AMERICA/PERÚ - “Commuove profondamente vedere come la nostra gente, semplice ed umile, aspetta impaziente l'arrivo del sacerdote o della religiosa. La Chiesa ha la missione di ristabilire l'unità” afferma il Vescovo della Prelatura di Ayaviri ad un anno dalla sua nomina

lunedì, 7 maggio 2007

Ayaviri (Agenzia Fides) - La Prelatura territoriale di Ayaviri è situata nell'altopiano meridionale del Perù e comprende le tre province del nord del dipartimento di Puno: Melgar, Carabaya e Sandia. Ha una estensione di 32,000 kmq. L’indice di povertà è molto elevato, la popolazione è costituita per la maggioranza da contadini. Il Vescovo Prelato di Ayaviri è Mons. Kay Schmalhausen S.C.V che ha appena ricordato il suo primo anniversario dall’insediamento con una Santa Messa celebrata il 23 aprile nella Cattedrale di San Francesco di Ayaviri. Per l’occasione, l'Agenzia Fides gli ha rivolto alcune domande sulla situazione della Prelatura e sulle priorità pastorali.
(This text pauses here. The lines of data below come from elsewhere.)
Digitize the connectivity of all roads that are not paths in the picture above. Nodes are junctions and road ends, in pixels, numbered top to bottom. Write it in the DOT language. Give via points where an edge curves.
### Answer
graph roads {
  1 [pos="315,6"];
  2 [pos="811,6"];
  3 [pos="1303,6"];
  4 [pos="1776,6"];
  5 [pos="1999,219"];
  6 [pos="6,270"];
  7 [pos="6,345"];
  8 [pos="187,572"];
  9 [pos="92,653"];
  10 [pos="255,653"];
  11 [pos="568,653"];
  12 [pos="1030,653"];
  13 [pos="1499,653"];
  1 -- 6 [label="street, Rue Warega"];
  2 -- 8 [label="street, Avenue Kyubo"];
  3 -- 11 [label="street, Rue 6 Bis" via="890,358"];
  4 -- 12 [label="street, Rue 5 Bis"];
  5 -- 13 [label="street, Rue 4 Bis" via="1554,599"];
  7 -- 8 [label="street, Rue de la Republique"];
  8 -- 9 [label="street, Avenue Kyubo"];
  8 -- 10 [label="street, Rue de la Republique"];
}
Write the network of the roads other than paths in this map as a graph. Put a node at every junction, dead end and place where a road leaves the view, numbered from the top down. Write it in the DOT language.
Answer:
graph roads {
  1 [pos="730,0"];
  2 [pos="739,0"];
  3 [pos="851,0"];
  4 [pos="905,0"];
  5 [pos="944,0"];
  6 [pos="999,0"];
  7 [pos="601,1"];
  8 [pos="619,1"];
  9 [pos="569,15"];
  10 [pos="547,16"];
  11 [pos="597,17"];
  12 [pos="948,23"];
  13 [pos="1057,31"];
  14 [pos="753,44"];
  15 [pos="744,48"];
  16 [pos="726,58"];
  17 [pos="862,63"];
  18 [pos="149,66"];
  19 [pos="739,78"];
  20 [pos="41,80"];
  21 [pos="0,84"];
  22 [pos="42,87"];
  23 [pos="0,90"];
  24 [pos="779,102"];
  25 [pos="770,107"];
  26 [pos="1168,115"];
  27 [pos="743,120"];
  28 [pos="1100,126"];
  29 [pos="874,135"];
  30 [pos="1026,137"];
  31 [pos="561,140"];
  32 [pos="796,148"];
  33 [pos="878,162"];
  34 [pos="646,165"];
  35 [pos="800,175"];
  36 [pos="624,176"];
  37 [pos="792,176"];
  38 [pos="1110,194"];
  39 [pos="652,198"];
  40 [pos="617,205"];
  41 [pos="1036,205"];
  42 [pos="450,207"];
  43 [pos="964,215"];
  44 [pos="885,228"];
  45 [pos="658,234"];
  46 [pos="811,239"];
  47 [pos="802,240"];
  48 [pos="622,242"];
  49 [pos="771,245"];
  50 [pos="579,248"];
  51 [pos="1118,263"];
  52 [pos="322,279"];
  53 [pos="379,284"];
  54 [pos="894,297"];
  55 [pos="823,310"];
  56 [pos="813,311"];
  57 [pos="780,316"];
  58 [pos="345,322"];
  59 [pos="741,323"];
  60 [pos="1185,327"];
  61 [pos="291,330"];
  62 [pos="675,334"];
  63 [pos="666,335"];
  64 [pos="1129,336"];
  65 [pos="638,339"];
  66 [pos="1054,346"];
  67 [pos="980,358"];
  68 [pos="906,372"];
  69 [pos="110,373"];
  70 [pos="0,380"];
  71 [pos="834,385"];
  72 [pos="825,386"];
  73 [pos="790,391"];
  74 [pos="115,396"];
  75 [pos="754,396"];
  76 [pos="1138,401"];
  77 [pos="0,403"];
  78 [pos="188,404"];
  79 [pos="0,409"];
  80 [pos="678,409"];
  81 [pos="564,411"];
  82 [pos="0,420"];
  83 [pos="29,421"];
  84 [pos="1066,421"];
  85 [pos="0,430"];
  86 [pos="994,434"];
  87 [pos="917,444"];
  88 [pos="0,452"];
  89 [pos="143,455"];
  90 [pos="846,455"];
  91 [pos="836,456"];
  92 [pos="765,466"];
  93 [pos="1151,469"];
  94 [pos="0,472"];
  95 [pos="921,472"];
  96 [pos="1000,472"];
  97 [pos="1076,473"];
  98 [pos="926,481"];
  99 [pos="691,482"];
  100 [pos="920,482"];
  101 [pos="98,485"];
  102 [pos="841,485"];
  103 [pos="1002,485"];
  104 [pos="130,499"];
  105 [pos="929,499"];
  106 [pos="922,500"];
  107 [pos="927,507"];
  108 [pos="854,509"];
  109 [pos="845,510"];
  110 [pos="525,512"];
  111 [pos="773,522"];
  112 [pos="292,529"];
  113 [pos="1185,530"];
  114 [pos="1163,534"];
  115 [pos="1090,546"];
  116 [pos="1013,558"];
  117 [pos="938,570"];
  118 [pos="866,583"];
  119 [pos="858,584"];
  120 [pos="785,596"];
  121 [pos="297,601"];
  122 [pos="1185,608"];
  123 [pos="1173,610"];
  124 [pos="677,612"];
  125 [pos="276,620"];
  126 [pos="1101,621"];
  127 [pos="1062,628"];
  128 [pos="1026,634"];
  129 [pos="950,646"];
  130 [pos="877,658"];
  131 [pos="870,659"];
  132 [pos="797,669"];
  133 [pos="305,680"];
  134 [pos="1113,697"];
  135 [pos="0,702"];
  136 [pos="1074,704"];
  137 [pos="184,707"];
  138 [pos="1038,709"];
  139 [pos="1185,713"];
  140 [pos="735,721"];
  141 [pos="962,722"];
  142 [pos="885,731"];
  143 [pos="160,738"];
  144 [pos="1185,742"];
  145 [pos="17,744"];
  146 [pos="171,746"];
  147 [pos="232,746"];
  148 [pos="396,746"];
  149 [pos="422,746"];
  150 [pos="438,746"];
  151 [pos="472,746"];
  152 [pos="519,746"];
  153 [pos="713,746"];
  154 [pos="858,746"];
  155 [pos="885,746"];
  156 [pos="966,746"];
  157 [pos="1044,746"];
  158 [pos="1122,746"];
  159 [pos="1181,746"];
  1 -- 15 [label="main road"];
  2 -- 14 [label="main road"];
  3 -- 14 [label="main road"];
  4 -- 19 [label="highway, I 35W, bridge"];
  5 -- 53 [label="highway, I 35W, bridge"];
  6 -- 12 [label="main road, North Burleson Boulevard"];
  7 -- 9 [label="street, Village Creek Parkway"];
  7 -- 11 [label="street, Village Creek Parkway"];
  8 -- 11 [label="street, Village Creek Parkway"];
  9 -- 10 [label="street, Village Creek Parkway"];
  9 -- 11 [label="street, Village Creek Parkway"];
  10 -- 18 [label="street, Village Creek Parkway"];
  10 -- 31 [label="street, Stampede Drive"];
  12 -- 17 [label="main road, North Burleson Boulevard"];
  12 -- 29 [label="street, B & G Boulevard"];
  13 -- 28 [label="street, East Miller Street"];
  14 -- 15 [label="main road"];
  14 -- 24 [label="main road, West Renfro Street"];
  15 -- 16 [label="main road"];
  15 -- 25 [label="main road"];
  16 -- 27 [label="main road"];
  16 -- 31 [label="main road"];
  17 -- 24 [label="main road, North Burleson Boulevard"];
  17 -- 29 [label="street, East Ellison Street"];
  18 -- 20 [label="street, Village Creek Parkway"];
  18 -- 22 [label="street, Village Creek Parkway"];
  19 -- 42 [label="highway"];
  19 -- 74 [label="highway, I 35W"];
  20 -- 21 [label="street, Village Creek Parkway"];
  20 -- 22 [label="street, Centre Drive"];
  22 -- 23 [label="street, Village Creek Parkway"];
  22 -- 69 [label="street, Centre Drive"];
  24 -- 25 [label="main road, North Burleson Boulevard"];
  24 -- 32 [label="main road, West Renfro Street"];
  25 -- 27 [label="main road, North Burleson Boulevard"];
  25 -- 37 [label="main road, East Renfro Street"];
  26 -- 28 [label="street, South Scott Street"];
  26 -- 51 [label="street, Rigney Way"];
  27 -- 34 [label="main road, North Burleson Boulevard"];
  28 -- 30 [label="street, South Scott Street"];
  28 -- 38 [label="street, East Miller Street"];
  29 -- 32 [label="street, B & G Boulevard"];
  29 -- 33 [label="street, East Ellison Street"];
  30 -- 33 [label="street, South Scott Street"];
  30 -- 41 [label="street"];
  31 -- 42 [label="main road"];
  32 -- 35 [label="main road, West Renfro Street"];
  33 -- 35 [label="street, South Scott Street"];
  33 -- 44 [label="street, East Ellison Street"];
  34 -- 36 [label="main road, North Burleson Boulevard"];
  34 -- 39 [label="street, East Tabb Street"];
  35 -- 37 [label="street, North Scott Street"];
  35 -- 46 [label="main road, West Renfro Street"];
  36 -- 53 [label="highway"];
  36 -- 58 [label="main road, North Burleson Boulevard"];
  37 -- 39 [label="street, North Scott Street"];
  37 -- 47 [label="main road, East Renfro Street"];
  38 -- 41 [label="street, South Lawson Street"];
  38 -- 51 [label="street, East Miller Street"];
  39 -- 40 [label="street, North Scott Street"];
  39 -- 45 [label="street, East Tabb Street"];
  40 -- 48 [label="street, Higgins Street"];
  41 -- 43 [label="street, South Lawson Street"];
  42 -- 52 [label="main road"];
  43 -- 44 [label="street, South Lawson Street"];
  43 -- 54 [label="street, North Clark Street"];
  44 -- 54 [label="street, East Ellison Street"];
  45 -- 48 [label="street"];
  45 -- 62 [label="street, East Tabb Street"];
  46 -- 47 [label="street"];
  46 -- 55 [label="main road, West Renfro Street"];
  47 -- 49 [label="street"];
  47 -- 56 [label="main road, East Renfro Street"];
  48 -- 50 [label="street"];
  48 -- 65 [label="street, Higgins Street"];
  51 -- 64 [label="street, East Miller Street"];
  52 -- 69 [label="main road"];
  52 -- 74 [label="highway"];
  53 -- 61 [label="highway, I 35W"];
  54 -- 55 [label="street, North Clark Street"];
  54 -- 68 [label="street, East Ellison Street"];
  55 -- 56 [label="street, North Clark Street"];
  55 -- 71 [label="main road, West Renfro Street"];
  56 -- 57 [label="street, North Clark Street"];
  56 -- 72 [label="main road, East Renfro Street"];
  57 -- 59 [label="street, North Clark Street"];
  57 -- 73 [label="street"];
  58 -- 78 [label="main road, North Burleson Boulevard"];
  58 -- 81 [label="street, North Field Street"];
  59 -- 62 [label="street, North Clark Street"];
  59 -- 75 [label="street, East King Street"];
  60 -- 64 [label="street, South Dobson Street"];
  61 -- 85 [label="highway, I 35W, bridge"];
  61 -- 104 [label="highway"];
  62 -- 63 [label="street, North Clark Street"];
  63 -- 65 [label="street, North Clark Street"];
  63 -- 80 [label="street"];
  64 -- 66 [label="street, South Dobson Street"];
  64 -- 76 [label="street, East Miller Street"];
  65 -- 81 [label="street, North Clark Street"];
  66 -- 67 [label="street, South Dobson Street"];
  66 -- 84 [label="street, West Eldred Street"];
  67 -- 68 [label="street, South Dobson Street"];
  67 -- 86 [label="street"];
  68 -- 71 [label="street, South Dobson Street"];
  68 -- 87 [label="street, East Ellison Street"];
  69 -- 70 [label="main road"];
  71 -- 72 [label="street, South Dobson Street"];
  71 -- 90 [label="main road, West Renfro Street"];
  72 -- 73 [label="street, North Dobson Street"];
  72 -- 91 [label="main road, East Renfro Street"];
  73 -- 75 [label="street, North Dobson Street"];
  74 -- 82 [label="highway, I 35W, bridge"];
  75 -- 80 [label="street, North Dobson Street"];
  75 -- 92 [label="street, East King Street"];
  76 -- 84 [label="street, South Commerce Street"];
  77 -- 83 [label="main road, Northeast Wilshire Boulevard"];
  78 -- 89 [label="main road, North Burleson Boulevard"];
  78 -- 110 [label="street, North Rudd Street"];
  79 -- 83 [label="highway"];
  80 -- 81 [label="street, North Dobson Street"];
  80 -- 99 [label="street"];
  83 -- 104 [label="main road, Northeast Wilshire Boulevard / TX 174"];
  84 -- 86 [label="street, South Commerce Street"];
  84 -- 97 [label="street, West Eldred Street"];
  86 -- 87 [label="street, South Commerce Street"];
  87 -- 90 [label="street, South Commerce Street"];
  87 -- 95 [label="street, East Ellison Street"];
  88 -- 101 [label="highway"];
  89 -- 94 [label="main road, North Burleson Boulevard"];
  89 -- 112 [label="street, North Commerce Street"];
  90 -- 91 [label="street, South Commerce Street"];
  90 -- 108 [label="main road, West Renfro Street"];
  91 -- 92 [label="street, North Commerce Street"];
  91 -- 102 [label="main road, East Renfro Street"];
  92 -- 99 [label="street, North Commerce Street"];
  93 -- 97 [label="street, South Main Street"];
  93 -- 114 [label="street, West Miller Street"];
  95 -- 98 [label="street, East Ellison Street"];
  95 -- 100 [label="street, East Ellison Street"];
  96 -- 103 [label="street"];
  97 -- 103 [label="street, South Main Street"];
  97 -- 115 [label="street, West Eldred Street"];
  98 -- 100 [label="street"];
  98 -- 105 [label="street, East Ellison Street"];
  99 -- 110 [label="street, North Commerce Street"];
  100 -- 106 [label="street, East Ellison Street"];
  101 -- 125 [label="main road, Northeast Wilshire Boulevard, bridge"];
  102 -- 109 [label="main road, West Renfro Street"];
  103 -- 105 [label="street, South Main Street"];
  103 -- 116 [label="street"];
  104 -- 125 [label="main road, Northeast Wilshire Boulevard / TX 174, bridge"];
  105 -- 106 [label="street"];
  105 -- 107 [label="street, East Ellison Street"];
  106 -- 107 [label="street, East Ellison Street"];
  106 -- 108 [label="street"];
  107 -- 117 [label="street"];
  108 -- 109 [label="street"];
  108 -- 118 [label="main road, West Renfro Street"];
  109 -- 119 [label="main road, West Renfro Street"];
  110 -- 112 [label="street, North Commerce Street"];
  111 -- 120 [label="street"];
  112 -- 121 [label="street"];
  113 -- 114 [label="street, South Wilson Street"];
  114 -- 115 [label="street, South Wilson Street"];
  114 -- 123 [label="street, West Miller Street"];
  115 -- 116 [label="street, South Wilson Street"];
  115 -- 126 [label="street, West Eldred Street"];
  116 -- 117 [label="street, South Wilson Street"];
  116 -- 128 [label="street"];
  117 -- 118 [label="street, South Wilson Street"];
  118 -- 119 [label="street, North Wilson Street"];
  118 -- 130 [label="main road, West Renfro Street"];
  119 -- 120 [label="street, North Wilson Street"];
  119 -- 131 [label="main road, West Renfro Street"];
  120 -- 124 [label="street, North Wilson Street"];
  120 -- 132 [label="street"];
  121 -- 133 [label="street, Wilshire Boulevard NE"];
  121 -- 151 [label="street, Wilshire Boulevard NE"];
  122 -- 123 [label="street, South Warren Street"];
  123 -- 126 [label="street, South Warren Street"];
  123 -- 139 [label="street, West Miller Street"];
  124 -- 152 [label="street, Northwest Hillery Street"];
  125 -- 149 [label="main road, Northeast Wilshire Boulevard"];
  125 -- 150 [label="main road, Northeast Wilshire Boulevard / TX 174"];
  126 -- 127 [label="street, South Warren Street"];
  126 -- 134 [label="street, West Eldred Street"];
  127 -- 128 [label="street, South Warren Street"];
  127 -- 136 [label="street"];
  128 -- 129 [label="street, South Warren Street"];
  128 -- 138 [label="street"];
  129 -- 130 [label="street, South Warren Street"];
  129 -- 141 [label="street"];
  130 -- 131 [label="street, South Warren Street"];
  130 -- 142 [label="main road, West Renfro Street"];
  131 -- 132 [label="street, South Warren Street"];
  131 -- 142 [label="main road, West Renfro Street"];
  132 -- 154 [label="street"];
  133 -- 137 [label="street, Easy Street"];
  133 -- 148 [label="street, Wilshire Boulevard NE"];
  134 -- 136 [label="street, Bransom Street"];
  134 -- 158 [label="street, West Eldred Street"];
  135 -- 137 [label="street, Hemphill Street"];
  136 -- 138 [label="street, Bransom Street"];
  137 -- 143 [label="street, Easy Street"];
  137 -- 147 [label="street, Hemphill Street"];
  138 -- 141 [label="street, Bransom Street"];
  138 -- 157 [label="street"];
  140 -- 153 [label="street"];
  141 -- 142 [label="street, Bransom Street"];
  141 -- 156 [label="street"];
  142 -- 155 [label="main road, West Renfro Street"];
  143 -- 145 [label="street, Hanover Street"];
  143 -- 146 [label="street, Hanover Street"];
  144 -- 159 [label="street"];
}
Potrebbe farci una breve descrizione delle caratteristiche della Prelatura di Ayaviri, caratteristiche che certamente avranno la loro influenza nel lavoro apostolico?
La realtà geografica e climatica della Prelatura è molto variegata, perché le altitudini variano tra i 5000 ed i 500 metri, con climi che vanno dell'aria gelida e secca dell'altopiano all'umidità calda, con temperature che variano secondo i posti e le stagioni dell'anno dai 35-40 gradi fino ai 20 gradi sotto zero. Inoltre le strade di comunicazione asfaltate sono quasi inesistenti e questo ha una chiara incidenza, tra gli altri fattori, sull'economia dei nostri villaggi, abitati nella grande maggioranza da contadini, abbastanza isolati gli uni dagli altri. Sappiamo inoltre che approssimativamente circa il 70% della popolazione vive nella povertà estrema, molti con un'economia di sussistenza. Con tutto ciò, la gente è profondamente credente, in grande maggioranza cattolica, e vive una religiosità semplice e profondamente radicata.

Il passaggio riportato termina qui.